* Extracted information
>>
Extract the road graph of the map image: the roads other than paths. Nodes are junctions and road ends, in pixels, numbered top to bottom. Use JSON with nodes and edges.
<<
>>
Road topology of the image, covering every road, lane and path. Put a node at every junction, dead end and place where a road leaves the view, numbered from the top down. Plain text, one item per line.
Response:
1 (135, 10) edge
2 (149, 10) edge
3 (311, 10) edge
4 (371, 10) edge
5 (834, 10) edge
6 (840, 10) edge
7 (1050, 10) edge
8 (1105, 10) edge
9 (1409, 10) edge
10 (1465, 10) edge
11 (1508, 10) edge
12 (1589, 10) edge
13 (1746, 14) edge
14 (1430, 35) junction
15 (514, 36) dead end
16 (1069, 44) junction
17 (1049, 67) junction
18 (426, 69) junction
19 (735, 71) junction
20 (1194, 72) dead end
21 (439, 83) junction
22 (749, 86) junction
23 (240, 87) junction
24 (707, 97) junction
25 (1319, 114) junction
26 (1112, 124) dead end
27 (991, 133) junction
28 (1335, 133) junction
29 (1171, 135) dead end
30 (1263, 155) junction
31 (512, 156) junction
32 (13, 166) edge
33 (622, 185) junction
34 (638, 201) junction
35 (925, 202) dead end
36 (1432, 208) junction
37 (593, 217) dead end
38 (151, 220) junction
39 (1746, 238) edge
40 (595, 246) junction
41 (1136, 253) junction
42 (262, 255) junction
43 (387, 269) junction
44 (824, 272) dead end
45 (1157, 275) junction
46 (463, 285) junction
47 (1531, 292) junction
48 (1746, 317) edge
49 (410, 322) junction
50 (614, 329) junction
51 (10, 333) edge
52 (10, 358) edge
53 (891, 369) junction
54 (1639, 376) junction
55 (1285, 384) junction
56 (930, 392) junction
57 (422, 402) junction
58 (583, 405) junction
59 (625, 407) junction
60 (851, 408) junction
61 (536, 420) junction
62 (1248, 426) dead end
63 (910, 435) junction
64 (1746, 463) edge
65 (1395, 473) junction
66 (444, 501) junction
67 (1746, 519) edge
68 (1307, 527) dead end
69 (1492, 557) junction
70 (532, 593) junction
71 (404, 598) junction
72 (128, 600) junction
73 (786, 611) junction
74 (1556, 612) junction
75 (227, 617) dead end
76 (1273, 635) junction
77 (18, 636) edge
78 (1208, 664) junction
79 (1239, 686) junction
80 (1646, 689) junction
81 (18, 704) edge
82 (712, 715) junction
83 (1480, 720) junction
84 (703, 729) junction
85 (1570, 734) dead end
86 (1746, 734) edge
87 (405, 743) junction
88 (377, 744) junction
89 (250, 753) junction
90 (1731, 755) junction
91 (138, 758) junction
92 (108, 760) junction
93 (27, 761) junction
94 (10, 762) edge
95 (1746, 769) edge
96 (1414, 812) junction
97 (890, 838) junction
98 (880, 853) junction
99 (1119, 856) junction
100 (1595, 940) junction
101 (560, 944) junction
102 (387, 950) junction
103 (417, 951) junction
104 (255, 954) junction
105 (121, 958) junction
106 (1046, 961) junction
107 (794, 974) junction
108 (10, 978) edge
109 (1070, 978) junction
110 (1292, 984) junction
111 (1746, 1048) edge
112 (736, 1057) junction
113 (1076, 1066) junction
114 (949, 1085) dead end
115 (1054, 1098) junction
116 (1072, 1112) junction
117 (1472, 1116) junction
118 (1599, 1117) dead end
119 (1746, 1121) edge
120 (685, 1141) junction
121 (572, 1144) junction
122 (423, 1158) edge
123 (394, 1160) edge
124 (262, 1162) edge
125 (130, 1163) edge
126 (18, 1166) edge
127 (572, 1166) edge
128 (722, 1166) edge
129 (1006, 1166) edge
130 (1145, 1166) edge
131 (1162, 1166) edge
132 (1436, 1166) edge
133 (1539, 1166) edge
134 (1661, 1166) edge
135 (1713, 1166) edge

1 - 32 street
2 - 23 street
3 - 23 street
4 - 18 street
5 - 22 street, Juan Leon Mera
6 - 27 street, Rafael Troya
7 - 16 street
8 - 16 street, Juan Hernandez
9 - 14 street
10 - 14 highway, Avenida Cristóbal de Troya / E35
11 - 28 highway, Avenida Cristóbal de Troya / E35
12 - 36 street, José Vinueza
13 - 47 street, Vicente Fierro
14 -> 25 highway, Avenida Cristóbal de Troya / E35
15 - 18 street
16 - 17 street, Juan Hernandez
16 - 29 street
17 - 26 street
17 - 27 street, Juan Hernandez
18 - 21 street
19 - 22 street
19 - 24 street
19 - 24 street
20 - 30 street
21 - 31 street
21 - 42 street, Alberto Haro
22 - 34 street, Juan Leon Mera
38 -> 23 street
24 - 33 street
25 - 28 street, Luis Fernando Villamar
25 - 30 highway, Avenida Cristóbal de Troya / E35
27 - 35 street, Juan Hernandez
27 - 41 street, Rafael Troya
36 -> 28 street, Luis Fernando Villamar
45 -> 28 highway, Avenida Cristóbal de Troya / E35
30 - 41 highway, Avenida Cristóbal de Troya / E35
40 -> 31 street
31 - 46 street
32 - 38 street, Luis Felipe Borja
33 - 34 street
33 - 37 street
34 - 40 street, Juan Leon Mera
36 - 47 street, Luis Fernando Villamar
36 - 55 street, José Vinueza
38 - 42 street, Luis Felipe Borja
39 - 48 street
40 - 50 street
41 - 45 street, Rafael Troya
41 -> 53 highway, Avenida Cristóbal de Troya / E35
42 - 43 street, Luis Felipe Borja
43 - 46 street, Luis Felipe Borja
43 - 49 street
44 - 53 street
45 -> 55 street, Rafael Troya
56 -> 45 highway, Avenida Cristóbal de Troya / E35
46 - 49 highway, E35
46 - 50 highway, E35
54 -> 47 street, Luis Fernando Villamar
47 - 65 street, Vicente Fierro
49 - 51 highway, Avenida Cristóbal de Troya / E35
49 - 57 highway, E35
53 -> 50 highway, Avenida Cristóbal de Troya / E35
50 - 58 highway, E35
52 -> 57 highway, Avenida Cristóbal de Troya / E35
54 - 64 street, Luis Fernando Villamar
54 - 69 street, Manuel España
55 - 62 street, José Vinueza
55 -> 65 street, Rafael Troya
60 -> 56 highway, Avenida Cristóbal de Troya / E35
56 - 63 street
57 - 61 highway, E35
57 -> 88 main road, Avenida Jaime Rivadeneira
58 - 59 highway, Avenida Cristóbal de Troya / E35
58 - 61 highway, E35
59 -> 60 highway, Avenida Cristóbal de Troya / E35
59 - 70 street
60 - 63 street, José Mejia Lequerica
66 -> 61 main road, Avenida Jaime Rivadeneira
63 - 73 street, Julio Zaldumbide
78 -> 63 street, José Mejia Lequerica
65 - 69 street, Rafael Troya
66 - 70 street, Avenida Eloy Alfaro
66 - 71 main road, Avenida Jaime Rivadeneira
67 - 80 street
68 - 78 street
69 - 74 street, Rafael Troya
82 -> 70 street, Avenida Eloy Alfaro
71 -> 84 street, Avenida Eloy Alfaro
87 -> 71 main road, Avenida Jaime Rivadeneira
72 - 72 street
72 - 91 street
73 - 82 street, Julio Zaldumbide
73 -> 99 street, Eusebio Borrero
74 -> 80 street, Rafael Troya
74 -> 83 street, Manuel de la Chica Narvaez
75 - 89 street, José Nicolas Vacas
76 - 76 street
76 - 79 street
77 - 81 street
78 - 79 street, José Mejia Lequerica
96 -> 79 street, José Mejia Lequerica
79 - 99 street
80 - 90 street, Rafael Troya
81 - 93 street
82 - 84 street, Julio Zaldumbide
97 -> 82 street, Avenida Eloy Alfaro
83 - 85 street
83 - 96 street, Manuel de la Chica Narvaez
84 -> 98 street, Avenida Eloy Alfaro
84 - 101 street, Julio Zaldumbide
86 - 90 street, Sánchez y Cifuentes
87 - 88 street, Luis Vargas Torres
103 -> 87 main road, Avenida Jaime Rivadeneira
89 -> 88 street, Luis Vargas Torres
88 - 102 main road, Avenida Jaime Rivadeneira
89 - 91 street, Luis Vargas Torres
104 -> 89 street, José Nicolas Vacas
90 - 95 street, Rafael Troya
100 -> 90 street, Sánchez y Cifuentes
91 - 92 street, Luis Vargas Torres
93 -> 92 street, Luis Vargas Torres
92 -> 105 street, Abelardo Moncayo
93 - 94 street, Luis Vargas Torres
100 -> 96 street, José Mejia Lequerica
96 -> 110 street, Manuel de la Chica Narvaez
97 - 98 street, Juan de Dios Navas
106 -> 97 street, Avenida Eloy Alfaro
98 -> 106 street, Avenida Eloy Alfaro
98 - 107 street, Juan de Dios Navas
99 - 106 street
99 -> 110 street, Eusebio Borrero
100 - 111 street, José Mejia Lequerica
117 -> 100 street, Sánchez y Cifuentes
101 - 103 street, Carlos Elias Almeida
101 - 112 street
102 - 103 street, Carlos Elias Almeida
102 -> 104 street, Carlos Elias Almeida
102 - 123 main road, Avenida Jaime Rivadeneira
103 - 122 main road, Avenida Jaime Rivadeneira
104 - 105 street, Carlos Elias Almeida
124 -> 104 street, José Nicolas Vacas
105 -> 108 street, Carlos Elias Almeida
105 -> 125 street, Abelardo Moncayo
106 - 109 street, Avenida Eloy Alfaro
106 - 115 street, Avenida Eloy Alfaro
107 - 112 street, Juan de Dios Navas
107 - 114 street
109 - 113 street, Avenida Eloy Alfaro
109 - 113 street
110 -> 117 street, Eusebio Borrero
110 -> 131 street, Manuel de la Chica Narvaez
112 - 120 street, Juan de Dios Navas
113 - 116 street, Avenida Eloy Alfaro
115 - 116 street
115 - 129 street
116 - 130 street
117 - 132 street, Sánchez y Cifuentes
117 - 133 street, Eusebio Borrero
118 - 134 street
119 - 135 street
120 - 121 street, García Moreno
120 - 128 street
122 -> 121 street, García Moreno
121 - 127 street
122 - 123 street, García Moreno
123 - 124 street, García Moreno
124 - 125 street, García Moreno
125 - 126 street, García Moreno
<<
* What to work on
Go through the listing and copy each line with the string "image".

* Solution
Extract the road graph of the map image: the roads other than paths. Nodes are junctions and road ends, in pixels, numbered top to bottom. Use JSON with nodes and edges.
Road topology of the image, covering every road, lane and path. Put a node at every junction, dead end and place where a road leaves the view, numbered from the top down. Plain text, one item per line.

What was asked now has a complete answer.